Visiting professor at Maison des Sciences Humaines de l’ULB

October 5 and 6, 2017, I will be a visiting professor at The Université libre de Bruxelles, the Maison des Sciences Humaines, where I will teach on Chinese youth cultures, drawing on my book with Anthony Fung.

No Time to Waste – Chinese Youth and the Politics of Precarity

Abstract

China’s ambition to become a creative and innovative nation, at the forefront of global digital cultures, is rapidly producing a creative class. This class, like their peers elsewhere, meets in hip café’s to work with their Apple laptops on yet the newest startup and they gather in factories that are turned into creative districts to curate an exhibition (cf. Keane). While being based in China, their lifestyle resonates clearly with the creative class elsewhere in the world. In current debates, this class is often considered the new precariat, the young people that suffer from intense neoliberalization, with freedom and self-expression being the new opium that estranges them from issues like labor rights and income security (cf McRobbie, Standing).
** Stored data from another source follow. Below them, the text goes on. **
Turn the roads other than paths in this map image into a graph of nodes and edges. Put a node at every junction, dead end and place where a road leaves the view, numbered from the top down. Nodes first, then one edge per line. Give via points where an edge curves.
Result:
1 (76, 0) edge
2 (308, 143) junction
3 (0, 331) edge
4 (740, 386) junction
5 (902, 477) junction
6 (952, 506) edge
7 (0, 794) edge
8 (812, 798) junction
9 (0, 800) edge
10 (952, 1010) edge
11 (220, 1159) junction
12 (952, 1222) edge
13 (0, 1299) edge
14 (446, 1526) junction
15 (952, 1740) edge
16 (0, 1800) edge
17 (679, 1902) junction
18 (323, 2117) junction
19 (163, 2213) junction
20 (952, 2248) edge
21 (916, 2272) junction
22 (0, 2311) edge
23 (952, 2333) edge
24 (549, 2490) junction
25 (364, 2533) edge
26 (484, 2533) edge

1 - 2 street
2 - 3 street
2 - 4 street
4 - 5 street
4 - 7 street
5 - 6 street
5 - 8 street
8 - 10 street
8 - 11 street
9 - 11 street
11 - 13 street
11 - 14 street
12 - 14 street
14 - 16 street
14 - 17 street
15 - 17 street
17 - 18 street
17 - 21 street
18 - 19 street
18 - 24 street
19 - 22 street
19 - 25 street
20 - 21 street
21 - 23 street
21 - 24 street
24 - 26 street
In a place where neoliberalism is merely an exception rather than the rule (cf. Ong), how does this new precariat navigate everyday life, what are their creative aspirations? How do they talk back towards notions of being young, of being precarious, of being creative, and of being Chinese? In my talk I will show how in the context of China precarity also entails an ethics of possibility (cf. Appadurai), offering lines of flight out of hegemonic notions of creativity, notions that value individual talent and unique inspiration. I will focus in particular on contemporary Chinese urban youth, drawing on fieldwork in Beijing over the past years.